CONSIDERAÇÕES FINAIS

 

Ainda em 2006 – vale destacar – Loacir Gschwendtner escreveu que o Código Civil vinha perdendo a sua posição de centro no Direito Privado, conquanto sua grandiosidade cedia espaço aos inúmeros microssistemas do ordenamento jurídico, criando, desse modo, o que se pode chamar de um direito civil do mundo globalizado (GSCHWENDTNER, 2006). O direito digital nos moldes de hoje, portanto, vem para concretizar o que outrora já se discutia.

Enfim, à guisa de conclusão, é de se reconhecer a relevância do direito digital à sociedade. No entanto, alguns cuidados devem ser tomados para que não ocorra (consequentemente), violação de direitos e/ou garantias que os indivíduos lutaram para conseguir. Deve haver muito cuidado, pois com o advento do direito digital, consequentemente surgirá uma crise de valores em que alguns desaparecem e ouros são questionados, prevalecendo, em muitos casos, os interesses pessoais dos mais fortes em detrimento dos princípios garantidores dos indivíduos (BRÜGGEMANN, 2005).

 

Notas e Referências

BOBBIO, Norberto. A era dos direitos. Tradução de Carlos Nelson Coutinho. Rio de Janeiro: Campus, 1992.

BRÜGGEMANN, Sirlane Melo. Um caminho para a justiça. Florianópolis. OAB/SC Editora, 2005, p. 57.

DINIZ, Maria Helena. Curso de direito civil brasileiro: teoria geral das obrigações contratuais e extracontratuais. 25. ed. v. 3. São Paulo: Saraiva, 2009, p. 12-15.

GIDDENS, Anthony. As consequências da modernidade. Tradução de Raul Fiker. São Paulo: Editora Unesp, 1991.

GSCHWENDTNER, Loacir. A constitucionalização do direito privado contemporâneo. Florianópolis: OAB/SC Editora, 2006, p. 141.
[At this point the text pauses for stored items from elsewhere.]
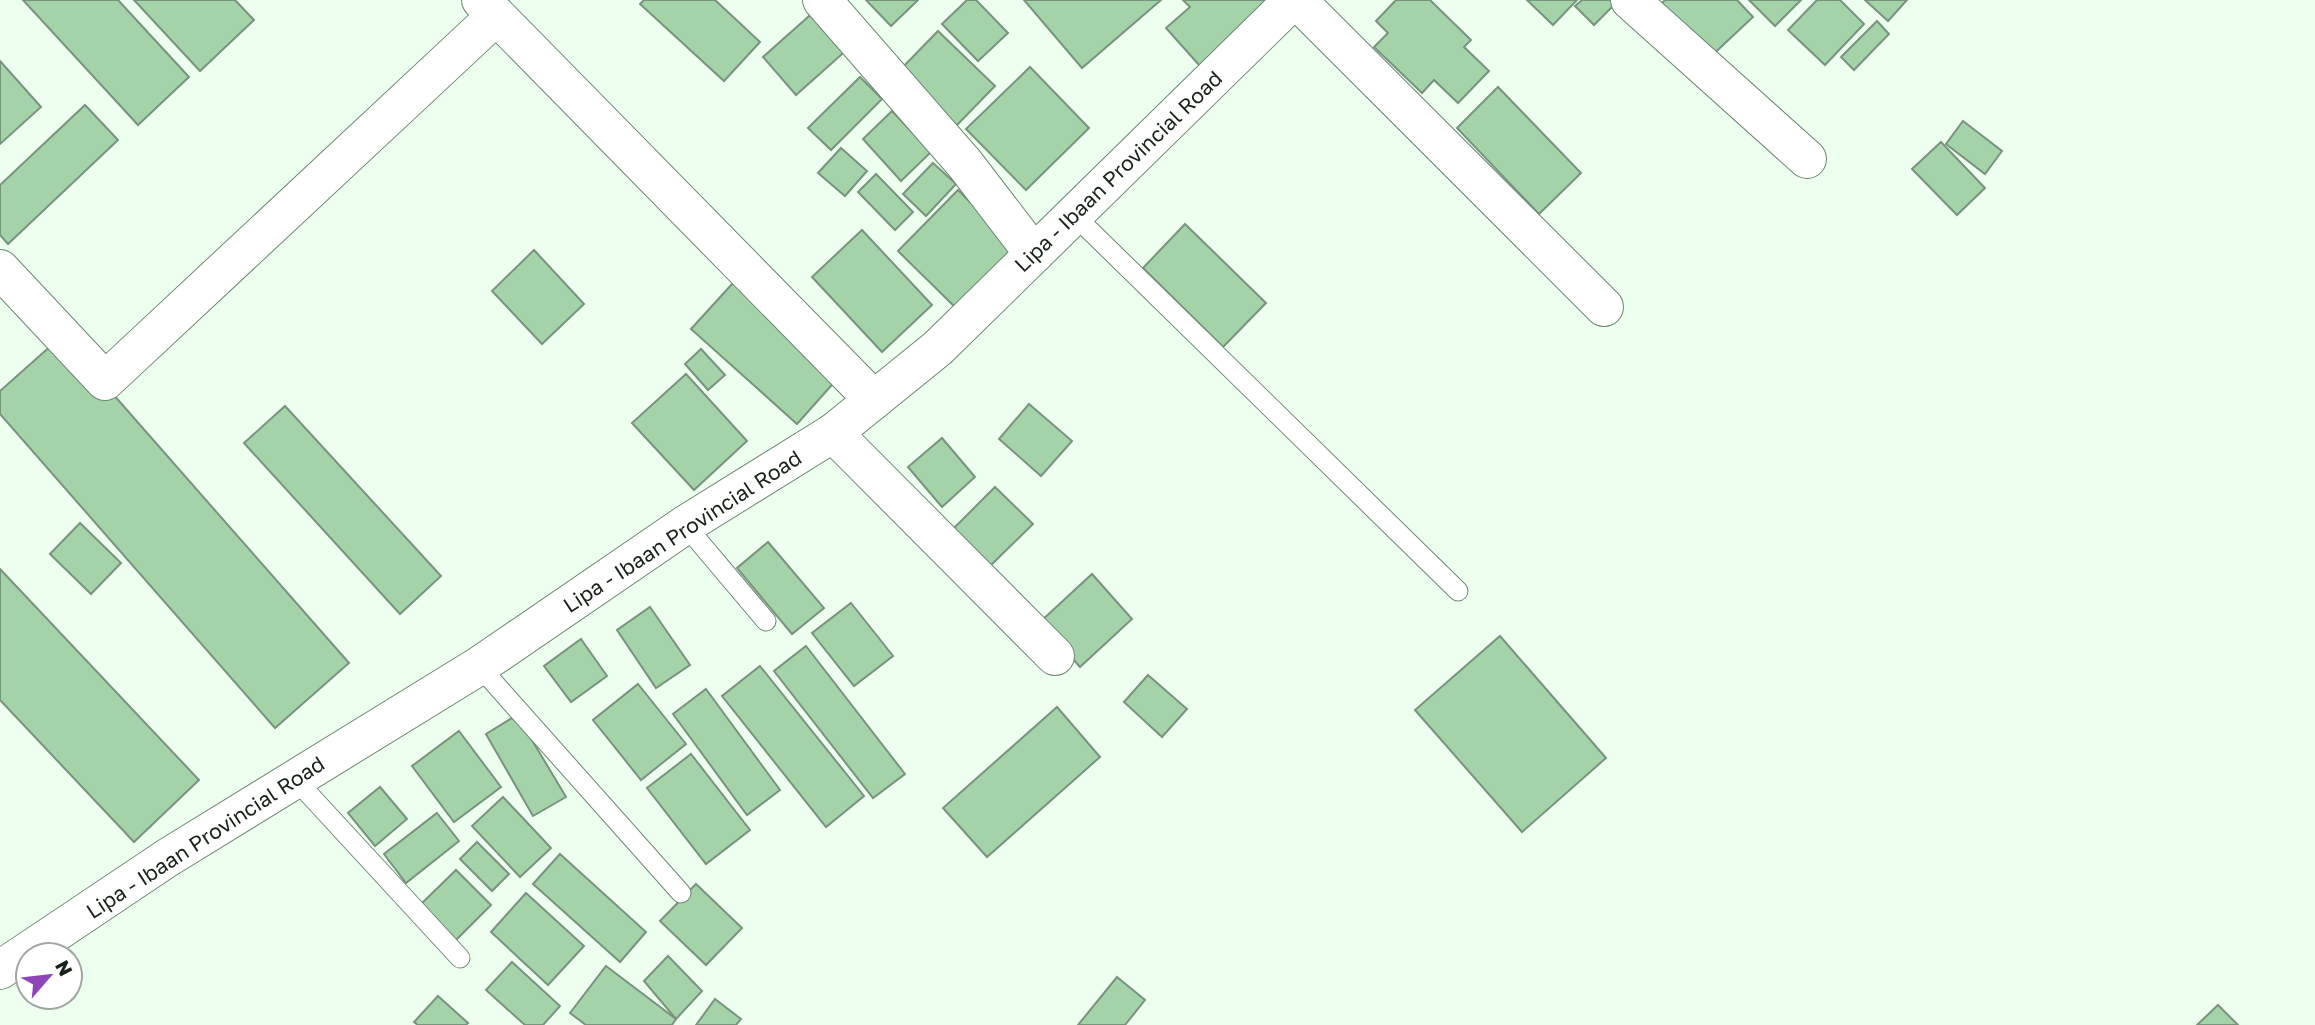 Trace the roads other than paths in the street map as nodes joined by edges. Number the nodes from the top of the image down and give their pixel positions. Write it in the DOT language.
graph roads {
  1 [pos="822,0"];
  2 [pos="1295,0"];
  3 [pos="1630,0"];
  4 [pos="489,8"];
  5 [pos="1807,159"];
  6 [pos="1074,215"];
  7 [pos="1034,254"];
  8 [pos="0,269"];
  9 [pos="1604,307"];
  10 [pos="874,400"];
  11 [pos="833,433"];
  12 [pos="685,525"];
  13 [pos="1458,592"];
  14 [pos="766,621"];
  15 [pos="1055,656"];
  16 [pos="479,666"];
  17 [pos="294,779"];
  18 [pos="681,893"];
  19 [pos="460,958"];
  20 [pos="0,970"];
  1 -- 7 [label="street"];
  2 -- 6 [label="street, Lipa - Ibaan Provincial Road"];
  2 -- 9 [label="street"];
  3 -- 5 [label="street"];
  4 -- 8 [label="street"];
  4 -- 10 [label="street"];
  6 -- 7 [label="street, Lipa - Ibaan Provincial Road"];
  6 -- 13 [label="lane"];
  7 -- 10 [label="street, Lipa - Ibaan Provincial Road"];
  10 -- 11 [label="street, Lipa - Ibaan Provincial Road"];
  11 -- 12 [label="street, Lipa - Ibaan Provincial Road"];
  11 -- 15 [label="street"];
  12 -- 14 [label="lane"];
  12 -- 16 [label="street, Lipa - Ibaan Provincial Road"];
  16 -- 17 [label="street, Lipa - Ibaan Provincial Road"];
  16 -- 18 [label="lane"];
  17 -- 19 [label="lane"];
  17 -- 20 [label="street, Lipa - Ibaan Provincial Road"];
}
PASOLD, Cesar Luiz. Função social do estado contemporâneo. 3. ed. Florianópolis: OAB/SC Editora, 2003.

PINHEIRO, Patrícia Peck. Direito digital. 6. ed. rev. atual. e ampl. São Paulo: Saraiva: 2016, p. 67-88, 535-548, 563-568.

SANTOS, Eduardo Sens dos. A função social do contrato. Florianópolis: OAB/SC Editora. 2004, p. 153.

TARTUCE, Flávio. Manual de direito civil: volume único. 6. ed. rev. atual., e ampl. Rio de Janeiro: Forense. São Paulo: Método, 2016, p. 593-594.

ZAFFARONI, Eugênio Raul; BATISTA, Nilo. Direito penal brasileiro: teoria geral do direito penal. 4. ed. Rio de Janeiro: Revan, 2013.

WIEACKER, Franz. História do direito privado moderno. 2. ed. Tradução de A. M. Botelho Hespanha, 1967, p. 716-717.